Memoria que evocó inconcebiblemente Borges, ciego ya, burócrata del Estado argentino como lo era Lugones cuando el joven Borges, en el artículo magistral que evocábamos, lo había tratado como se merecía. En 1960 en cambio publica "El Hacedor" cuyo primer artículo se titula "A Leopoldo Lugones", que comienza con una descripción del ámbito de la Biblioteca Nacional que dirigía Borges entonces y arriesga la ficción de un encuentro suyo con Lugones.
 
"Entro; cambiamos unas cuantas convencionales y cordiales palabras y le doy este libro. Si no me engaño, usted no me malquería, Lugones, y le hubiera gustado que le gustara algún trabajo mío.
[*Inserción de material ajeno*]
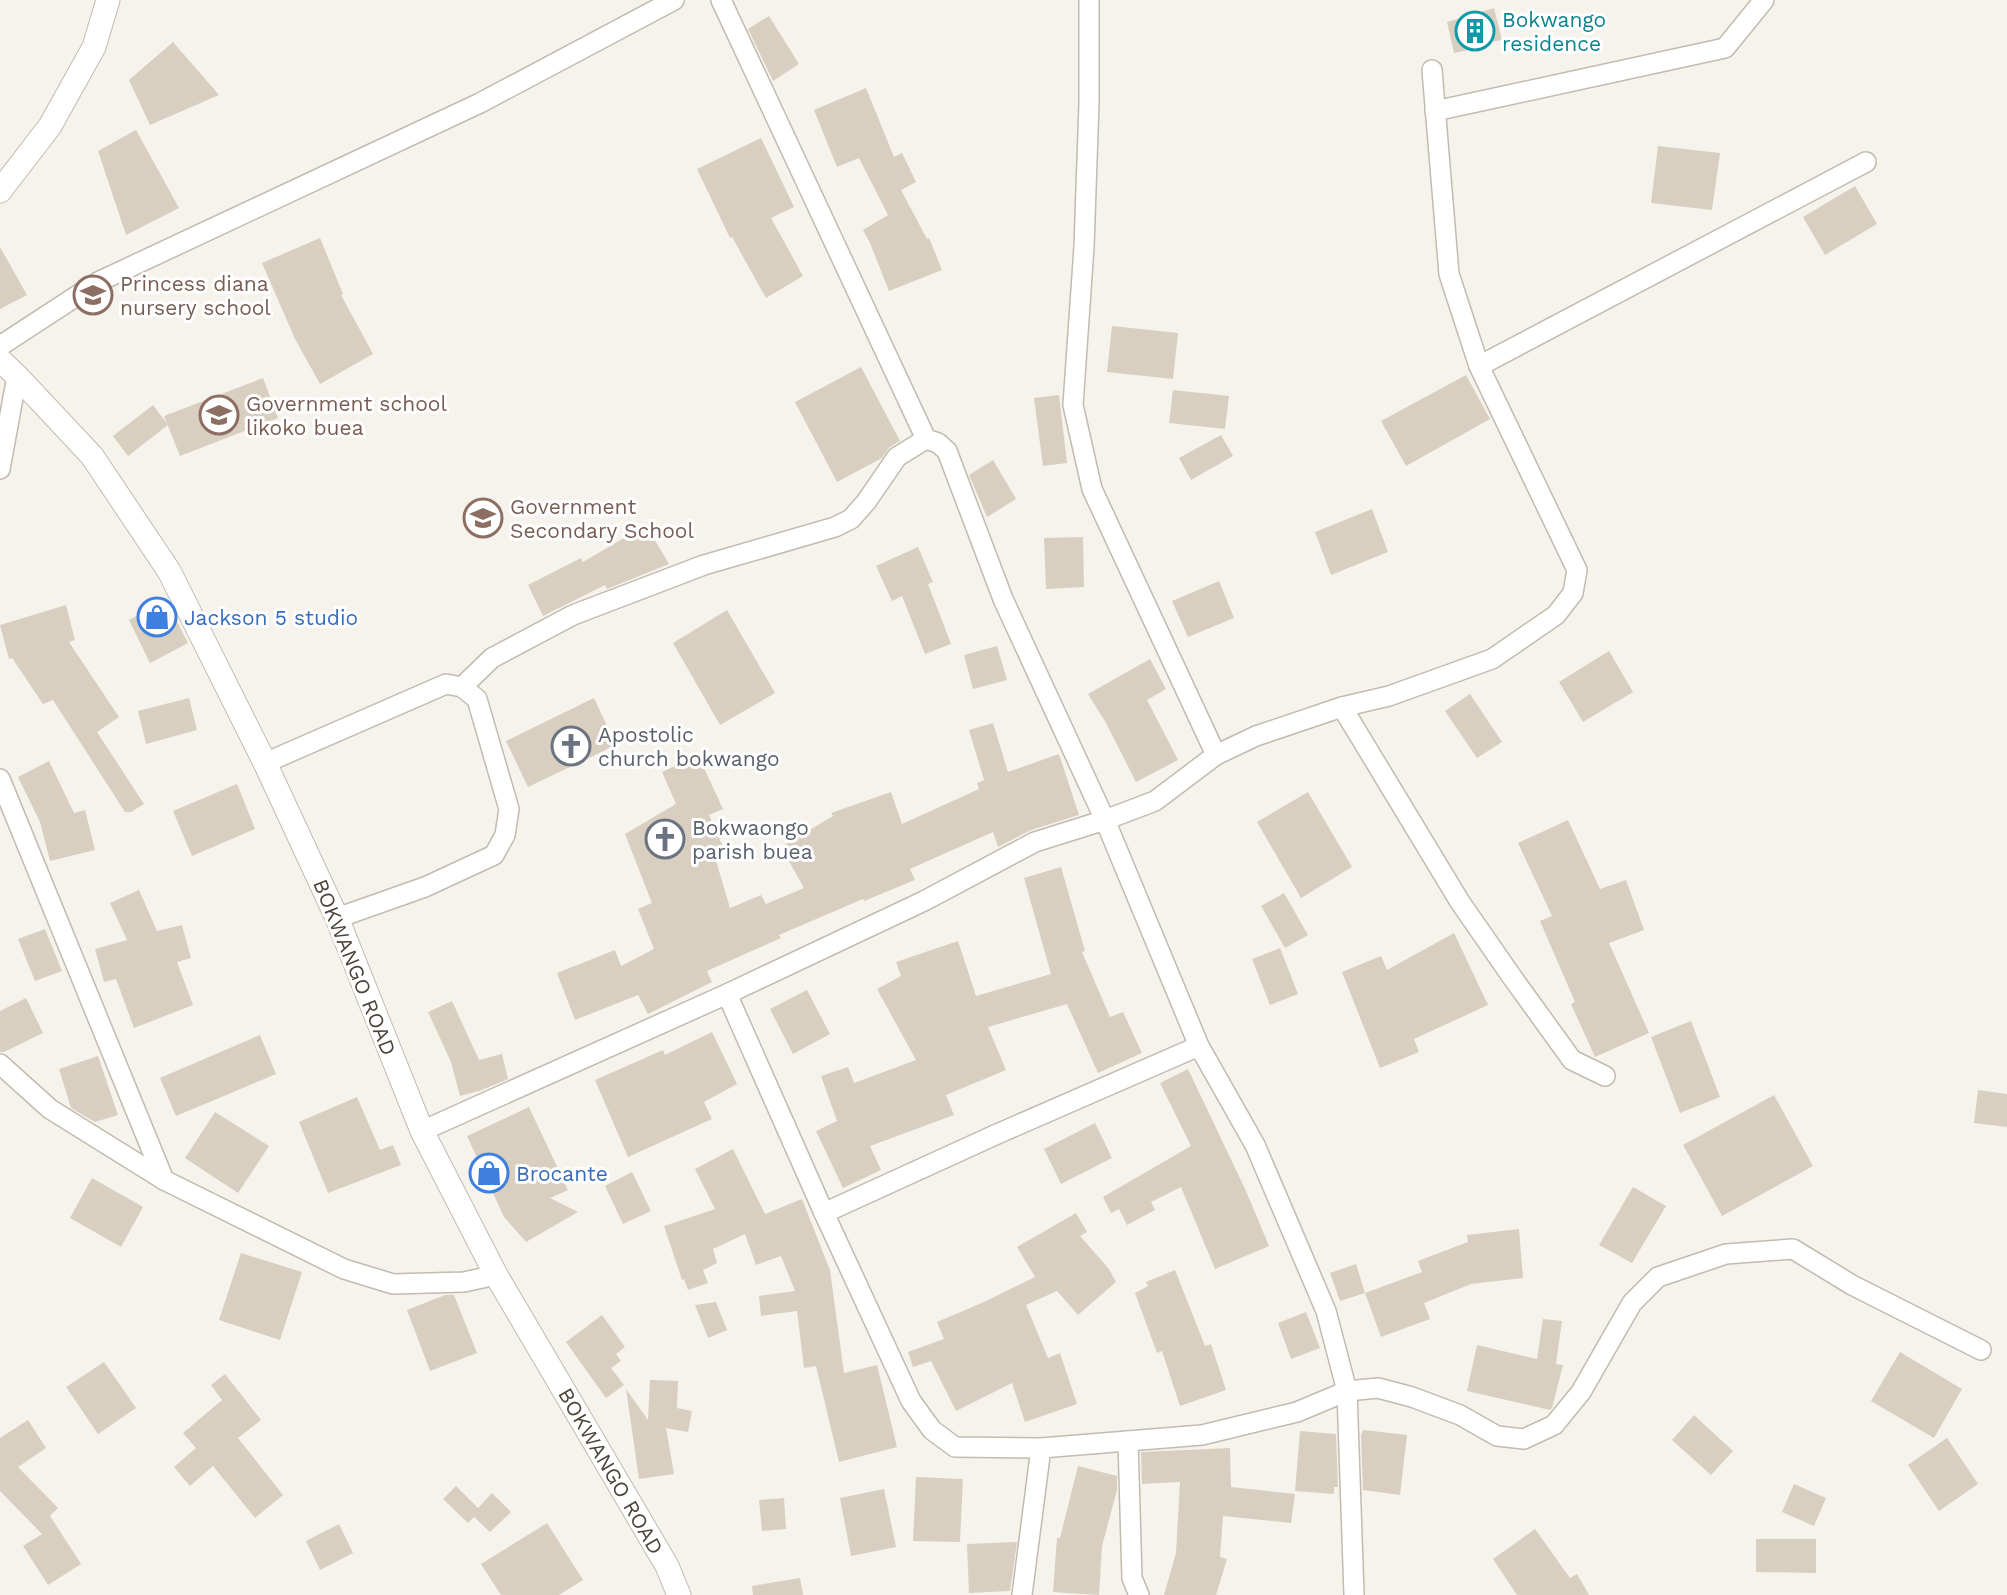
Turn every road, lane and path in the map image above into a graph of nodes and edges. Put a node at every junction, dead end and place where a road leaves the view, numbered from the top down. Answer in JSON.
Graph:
{"nodes":[{"id":1,"x":108,"y":0,"type":"edge"},
{"id":2,"x":674,"y":0,"type":"edge"},
{"id":3,"x":720,"y":0,"type":"edge"},
{"id":4,"x":1089,"y":0,"type":"edge"},
{"id":5,"x":1763,"y":0,"type":"edge"},
{"id":6,"x":1432,"y":70,"type":"dead end"},
{"id":7,"x":1435,"y":111,"type":"junction"},
{"id":8,"x":1866,"y":162,"type":"dead end"},
{"id":9,"x":0,"y":191,"type":"edge"},
{"id":10,"x":0,"y":346,"type":"edge"},
{"id":11,"x":0,"y":360,"type":"edge"},
{"id":12,"x":1479,"y":366,"type":"junction"},
{"id":13,"x":17,"y":376,"type":"junction"},
{"id":14,"x":926,"y":439,"type":"junction"},
{"id":15,"x":0,"y":469,"type":"edge"},
{"id":16,"x":462,"y":687,"type":"junction"},
{"id":17,"x":1342,"y":707,"type":"junction"},
{"id":18,"x":1216,"y":755,"type":"junction"},
{"id":19,"x":265,"y":762,"type":"junction"},
{"id":20,"x":0,"y":779,"type":"edge"},
{"id":21,"x":1105,"y":820,"type":"junction"},
{"id":22,"x":337,"y":918,"type":"junction"},
{"id":23,"x":727,"y":994,"type":"junction"},
{"id":24,"x":1199,"y":1046,"type":"junction"},
{"id":25,"x":0,"y":1064,"type":"edge"},
{"id":26,"x":1605,"y":1076,"type":"dead end"},
{"id":27,"x":422,"y":1131,"type":"junction"},
{"id":28,"x":164,"y":1180,"type":"junction"},
{"id":29,"x":824,"y":1213,"type":"junction"},
{"id":30,"x":496,"y":1275,"type":"junction"},
{"id":31,"x":1980,"y":1350,"type":"dead end"},
{"id":32,"x":1347,"y":1391,"type":"junction"},
{"id":33,"x":1128,"y":1441,"type":"junction"},
{"id":34,"x":1041,"y":1448,"type":"junction"},
{"id":35,"x":679,"y":1595,"type":"edge"},
{"id":36,"x":1023,"y":1595,"type":"edge"},
{"id":37,"x":1139,"y":1595,"type":"edge"},
{"id":38,"x":1354,"y":1595,"type":"edge"}],
"edges":[{"from":1,"to":9,"type":"street"},
{"from":2,"to":10,"type":"street"},
{"from":3,"to":14,"type":"street"},
{"from":4,"to":18,"type":"street"},
{"from":5,"to":7,"type":"street"},
{"from":6,"to":7,"type":"street"},
{"from":7,"to":12,"type":"street"},
{"from":8,"to":12,"type":"street"},
{"from":11,"to":13,"type":"street","name":"BOKWANGO ROAD"},
{"from":12,"to":17,"type":"street"},
{"from":13,"to":15,"type":"street"},
{"from":13,"to":19,"type":"street","name":"BOKWANGO ROAD"},
{"from":14,"to":16,"type":"street"},
{"from":14,"to":21,"type":"street"},
{"from":16,"to":19,"type":"street"},
{"from":16,"to":22,"type":"street"},
{"from":17,"to":18,"type":"street"},
{"from":17,"to":26,"type":"street"},
{"from":18,"to":21,"type":"street"},
{"from":19,"to":22,"type":"street","name":"BOKWANGO ROAD"},
{"from":20,"to":28,"type":"street"},
{"from":21,"to":23,"type":"street"},
{"from":21,"to":24,"type":"street"},
{"from":22,"to":27,"type":"street","name":"BOKWANGO ROAD"},
{"from":23,"to":27,"type":"street"},
{"from":23,"to":29,"type":"street"},
{"from":24,"to":29,"type":"street"},
{"from":24,"to":32,"type":"street"},
{"from":25,"to":28,"type":"street"},
{"from":27,"to":30,"type":"street","name":"BOKWANGO ROAD"},
{"from":28,"to":30,"type":"street"},
{"from":29,"to":34,"type":"street"},
{"from":30,"to":35,"type":"street","name":"BOKWANGO ROAD"},
{"from":31,"to":32,"type":"street"},
{"from":32,"to":33,"type":"street"},
{"from":32,"to":38,"type":"street"},
{"from":33,"to":34,"type":"street"},
{"from":33,"to":37,"type":"street"},
{"from":34,"to":36,"type":"street"}]}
Ello no ocurrió nunca, pero esta vez usted vuelve las páginas y lee con aprobación algún verso, acaso porque en él ha reconocido su propia voz, acaso porque la práctica deficiente le importa menos que la sana teoría (...) Mi vanidad y mi nostalgia han armado una escena imosible. así será (me digo) pero mañana yo también habré muerto y se confundirán nuestros tiempos y la cronología se perderá en un orbe de símbolos y de algún modo será justo afirmar que yo le he traído este libro y que usted lo ha aceptado".
 
Han pasado 75 años desde la muerte de Lugones; casi 30 de la de Borges.
 
Y no, Borges. No se nos confunden usted y el Poeta de la Patria. Usted lo padeció a Lugones y al escritor de esos años, a quien usted mismo, anciano, abominaría, somos muchos los que venimos a rescatarlo del extravío de su propia censura, cuando usted se empeñaba en seducir a Lugones, cantándole odas inmerecidas a su memoria y a su obra, deleznables ambas.
 
Quizás, querido Borges (nos empeñamos en quererlo pese a todo) cuando usted se disculpaba con Lugones era porque de no haberse tomado el whisky y el cianuro del verano de 1938 en El Tropezón, y de haber vivido Lugones en 1960, entonces hubiesen creído en los mismos autoritarismos y hubiesen sostenido a los mismos autoritarios.